Write out HTML and PDF files

# PDF settings (footer is a separate template):
pdf_options = {
    "enable-local-file-access": None,
    "page-size": 'Letter',
    "margin-top": '0.75in',
    ...
    "encoding": "UTF-8",
    "--footer-html": "./templates/rural_impact_footer.html"
}

# tell Jinja where our HTML template files are
templateLoader = jinja2.FileSystemLoader(searchpath="./templates/")
templateEnv = jinja2.Environment(loader=templateLoader)
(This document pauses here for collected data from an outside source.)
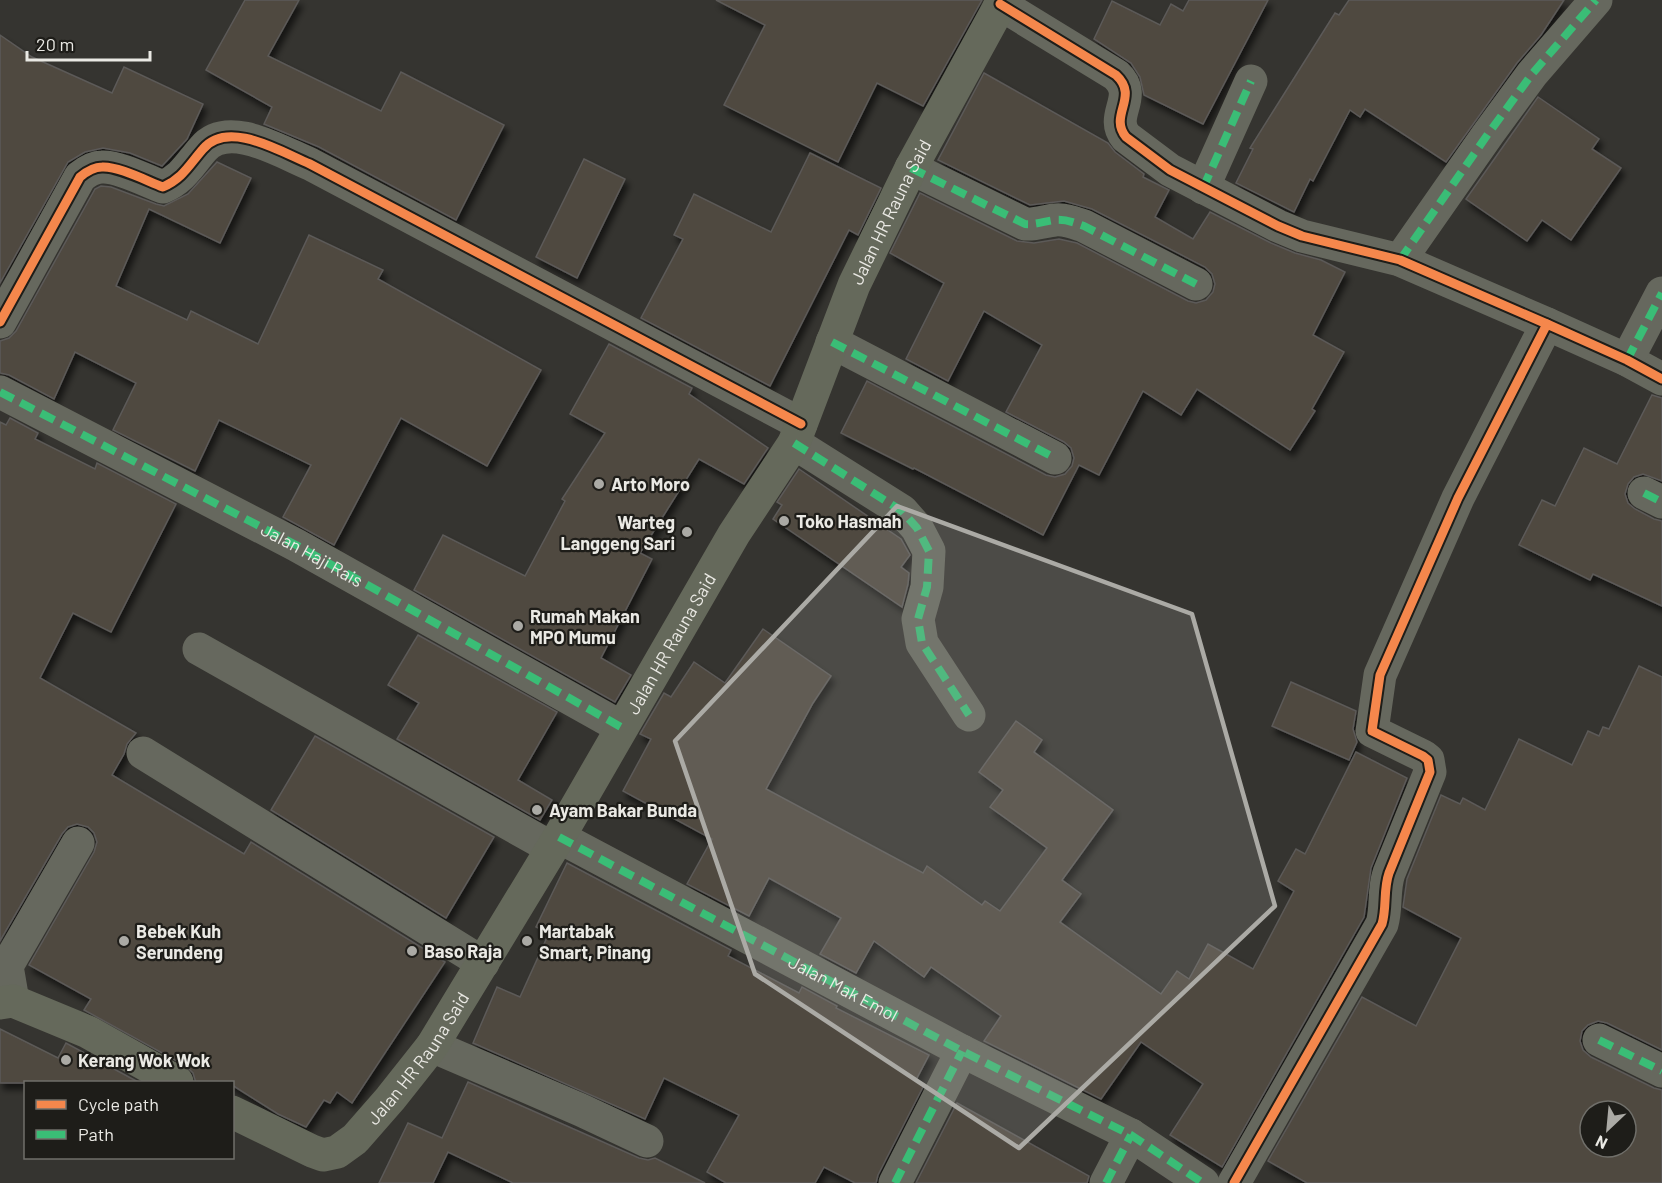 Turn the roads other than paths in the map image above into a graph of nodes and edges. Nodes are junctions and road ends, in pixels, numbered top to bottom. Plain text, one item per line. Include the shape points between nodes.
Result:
1 (1596, 0) edge
2 (1001, 2) edge
3 (1251, 81) dead end
4 (911, 168) junction
5 (1203, 188) junction
6 (1400, 260) junction
7 (1196, 284) dead end
8 (1662, 293) edge
9 (0, 322) edge
10 (1547, 324) junction
11 (832, 342) junction
12 (1627, 360) junction
13 (1662, 379) edge
14 (0, 392) edge
15 (797, 433) junction
16 (1054, 458) dead end
17 (199, 649) dead end
18 (969, 715) dead end
19 (621, 727) junction
20 (143, 753) dead end
21 (556, 842) junction
22 (78, 843) dead end
23 (483, 963) junction
24 (6, 1002) edge
25 (1599, 1040) dead end
26 (432, 1046) junction
27 (962, 1050) junction
28 (1662, 1071) edge
29 (174, 1081) edge
30 (234, 1113) edge
31 (1131, 1135) junction
32 (647, 1141) dead end
33 (895, 1183) edge
34 (1106, 1183) edge
35 (1203, 1183) edge
36 (1234, 1183) edge

1 - 6 street via 1532,74
2 - 4 main road, Jalan HR Rauna Said
2 - 5 street via 1124,82 1120,124 1126,137 1170,170
3 - 5 street
4 - 7 street via 1025,224 1056,219 1084,226
4 - 11 main road, Jalan HR Rauna Said via 854,285
5 - 6 street via 1302,236
6 - 10 street
8 - 12 street
9 - 15 street via 80,177 87,171 101,166 112,168 163,187 177,181 213,140 225,136 246,138 310,165
10 - 12 street
10 - 36 street via 1458,498 1380,675 1372,731 1423,756 1431,772 1389,873 1382,924
11 - 15 main road, Jalan HR Rauna Said
11 - 16 street
12 - 13 street
14 - 19 street, Jalan Haji Rais via 296,545
15 - 18 street via 902,511 917,528 929,551 927,587 918,619 922,643
15 - 19 main road, Jalan HR Rauna Said
17 - 21 street, Jalan Mak Emol
19 - 21 main road, Jalan HR Rauna Said
20 - 23 street
21 - 23 main road, Jalan HR Rauna Said
21 - 27 street, Jalan Mak Emol
22 - 24 street via 7,966
23 - 26 main road, Jalan HR Rauna Said
24 - 29 main road via 88,1032
25 - 28 street
26 - 30 main road, Jalan HR Rauna Said via 355,1139 337,1152 323,1155 312,1151
26 - 32 street
27 - 31 street, Jalan Mak Emol
27 - 33 street
31 - 34 street
31 - 35 street, Jalan Mak Emol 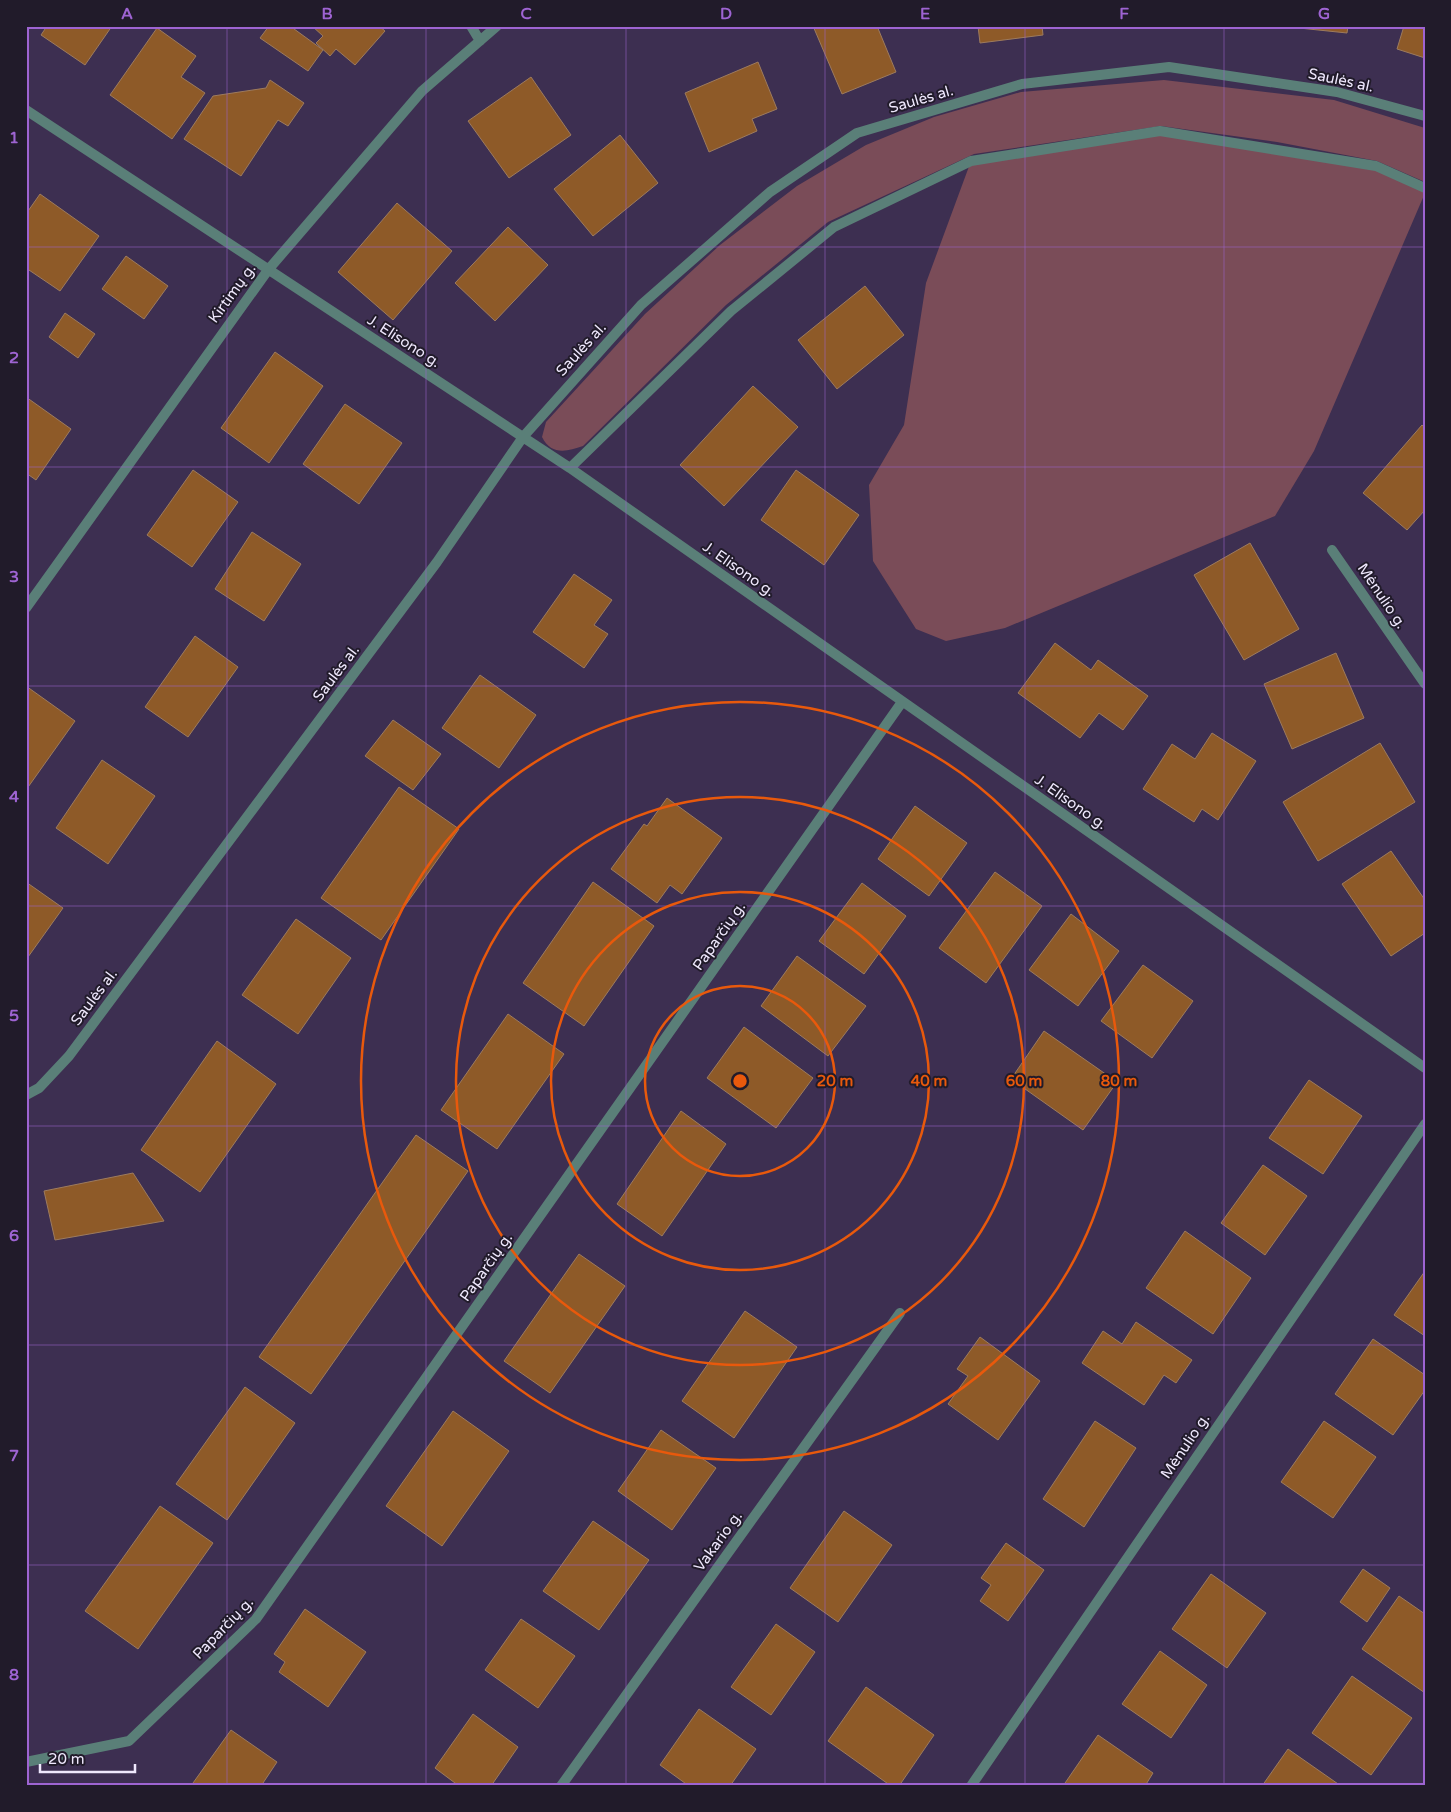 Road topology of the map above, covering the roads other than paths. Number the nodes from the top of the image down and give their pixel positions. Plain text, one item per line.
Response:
1 (471, 26) edge
2 (497, 26) edge
3 (480, 41) junction
4 (26, 110) edge
5 (1425, 116) edge
6 (1425, 188) edge
7 (268, 270) junction
8 (523, 437) junction
9 (570, 468) junction
10 (1332, 550) dead end
11 (26, 608) edge
12 (1425, 684) edge
13 (902, 702) junction
14 (1425, 1068) edge
15 (26, 1095) edge
16 (1425, 1124) edge
17 (900, 1313) dead end
18 (26, 1762) edge
19 (561, 1786) edge
20 (971, 1786) edge

1 - 3 street
2 - 3 street, Kirtimų g.
3 - 7 street, Kirtimų g.
4 - 7 street, J. Elisono g.
5 - 8 street, Saulės al.
6 - 9 street
7 - 8 street, J. Elisono g.
7 - 11 street, Kirtimų g.
8 - 9 street, J. Elisono g.
8 - 15 street, Saulės al.
9 - 13 street, J. Elisono g.
10 - 12 street, Mėnulio g.
13 - 14 street, J. Elisono g.
13 - 18 street, Paparčių g.
16 - 20 street, Mėnulio g.
17 - 19 street, Vakario g. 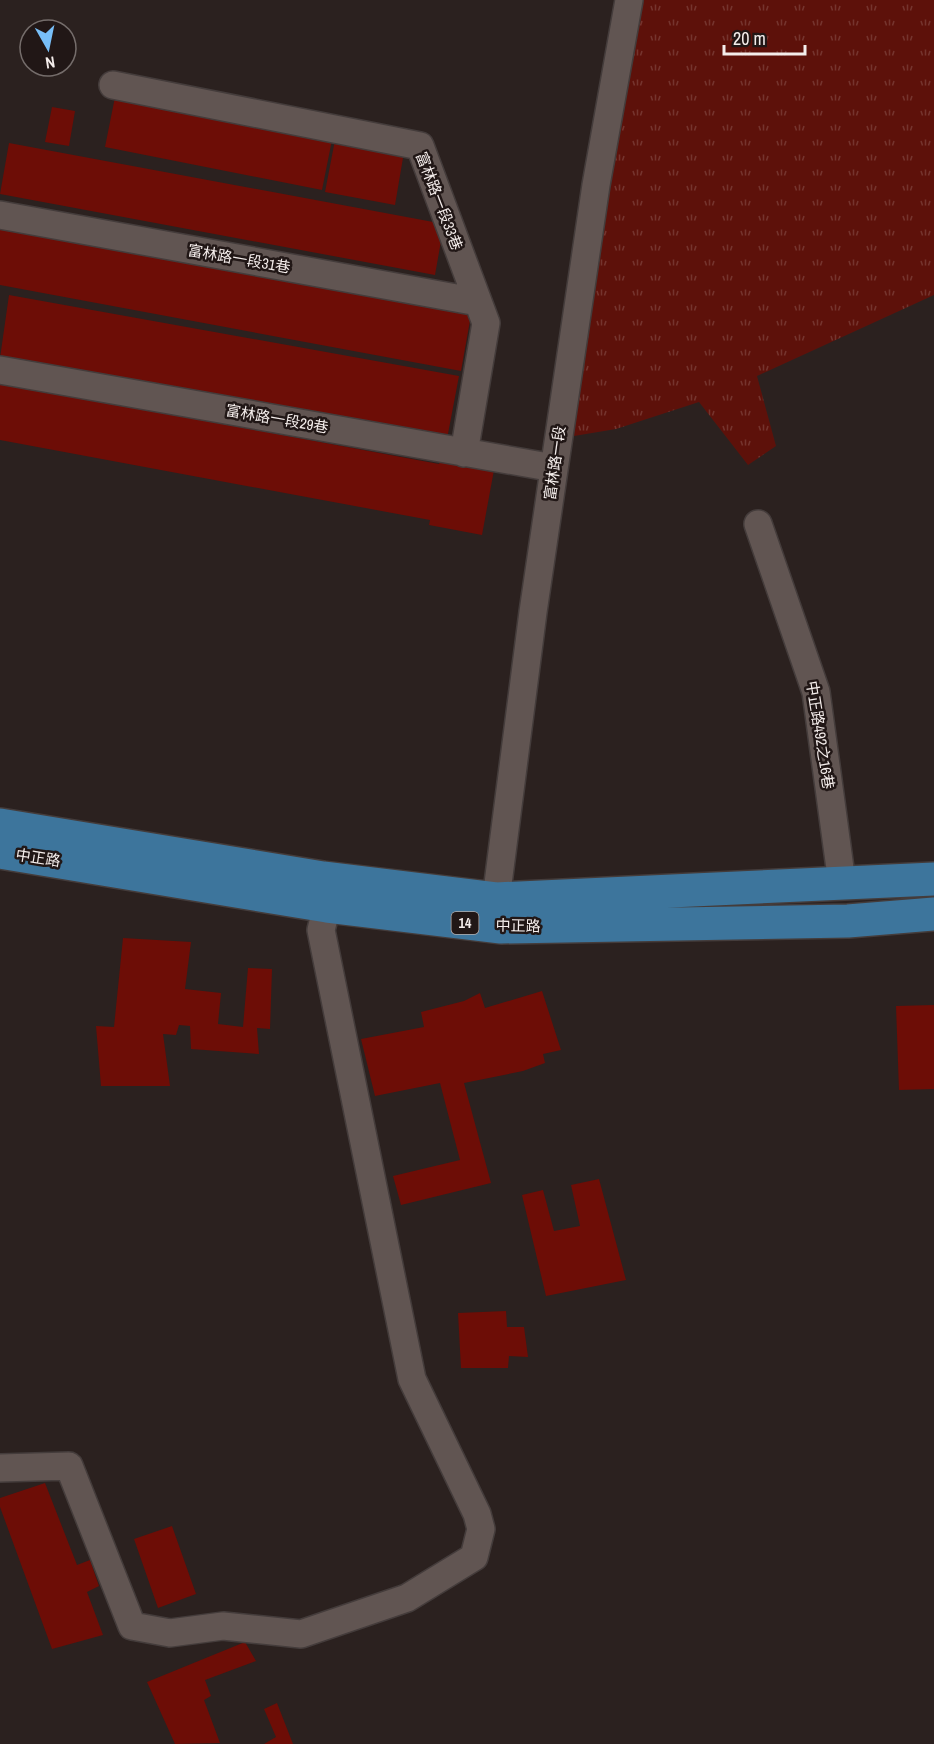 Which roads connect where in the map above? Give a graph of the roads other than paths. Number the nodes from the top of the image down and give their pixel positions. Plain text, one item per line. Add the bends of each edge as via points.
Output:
1 (628, 0) edge
2 (113, 86) dead end
3 (0, 215) edge
4 (478, 302) junction
5 (0, 370) edge
6 (464, 453) junction
7 (554, 468) junction
8 (758, 524) dead end
9 (0, 825) edge
10 (0, 852) edge
11 (934, 879) edge
12 (842, 883) junction
13 (327, 906) junction
14 (498, 913) junction
15 (934, 914) edge
16 (0, 1468) edge

1 - 7 street, 富林路一段
2 - 4 street, 富林路一段33巷 via 420,146
3 - 4 street, 富林路一段31巷
4 - 6 street, 富林路一段33巷 via 486,323
5 - 6 street, 富林路一段29巷
6 - 7 street, 富林路一段29巷
7 - 14 street, 富林路一段
8 - 12 street, 中正路492之16巷 via 816,692
9 - 14 main road, 中正路 / 14 via 323,878
10 - 13 main road, 中正路 / 14
11 - 12 main road, 中正路 / 14
12 - 14 main road, 中正路 / 14
13 - 14 main road, 中正路 / 14
13 - 16 street via 321,930 412,1379 477,1514 482,1529 474,1557 407,1598 301,1634 223,1626 170,1634 132,1626 69,1466
14 - 15 main road, 中正路 / 14 via 848,921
# loop through our study data, passing values into the templates
for _, r in district_data.iterrows():
    output_text = template.render(**r.to_dict())
    # write HTML
    with open(f"./html/rural_impact_{r['district']}.html", 'w') as f:
        f.write(output_text);
    
    # write PDF
    pdfkit.from_file(f"./output_html/rural_impact_{r['district']}.html", 
        f"./pdf/RuralBenefit-{r['long_name']}.pdf",options=pdf_options);

After several minutes the charts, HTML files and PDFs would all be written out like this (this is just a sample):

Sample file outputs

And we have nice styled PDFs ready to upload to a place that people can access them:

Sample Report

Downsides and Rough Edges

As much as it worked out in this case I certainly wouldn't say that this solution was without it's issues, or executed perfectly. When looked at from several dimensions it's very sub-optimal. For one thing there's a bunch of duplication. You're writing out charts only to pull them into PDFs and throw them away. Ditto the HTML files which are also just an intermediate step. I looked at writing both directly into the PDFKit conversion step (there's a pdfkit.from_string() method) but ran into issues with how to reference the images and quickly gave up because I liked having the HTML files for troubleshooting anyway.

Also the entire process takes several minutes to run, and it's set up as an all-or-nothing process that has to be run locally. It would be better to throw this in a Flask endpoint and make it an on-demand process that people could hit and download as needed rather than bulk uploading reports to Google drive. All of this wouldn't be too tough to add but again, the constraint here was time.

Lastly HTML to PDF isn't perfect. Your browser doesn't match a PDF with fixed margins and page-breaks and such. Likewise footers are weird to implement. You lose some fine-grained control doing things this way. Also, although PDFKit is awesome, as is the wkhtmltopdf utility that it wraps, getting those all set up so that file permissions were in place and fonts were available and such wasn't painless.

General Thoughts

Rough edges aside, I really liked this solution, and I'm very grateful to  Chris Moffitt and Mark Nagelberg for the articles they made on the topic. Combining these tools felt very much like "clicking" together pieces to relatively painlessly solve a complicated problem. Even though I think the Linux notion of "sharp tools that do one thing well" can be overused and over-hyped (and maybe isn't even true of Linux anymore or a goal we should have anyway) it felt like what was happening here.

Having discreet steps also really helped me out when we pivoted to making an interactive map for the study. Since the data import and cleanup step was a stand-alone process, I was able to use that step to update a geojson district file that was used for the Mapbox visualization.

Interactive Map

Maybe this whole process was something that would have been obvious to other developers and occurred to them right away, but it was striking to me. Maybe it was striking to me because I'm newer to Python, or because of how tough I remember PDF work being back when I worked in Java. Anyway, I hope this is useful to someone else who runs into this type of use case.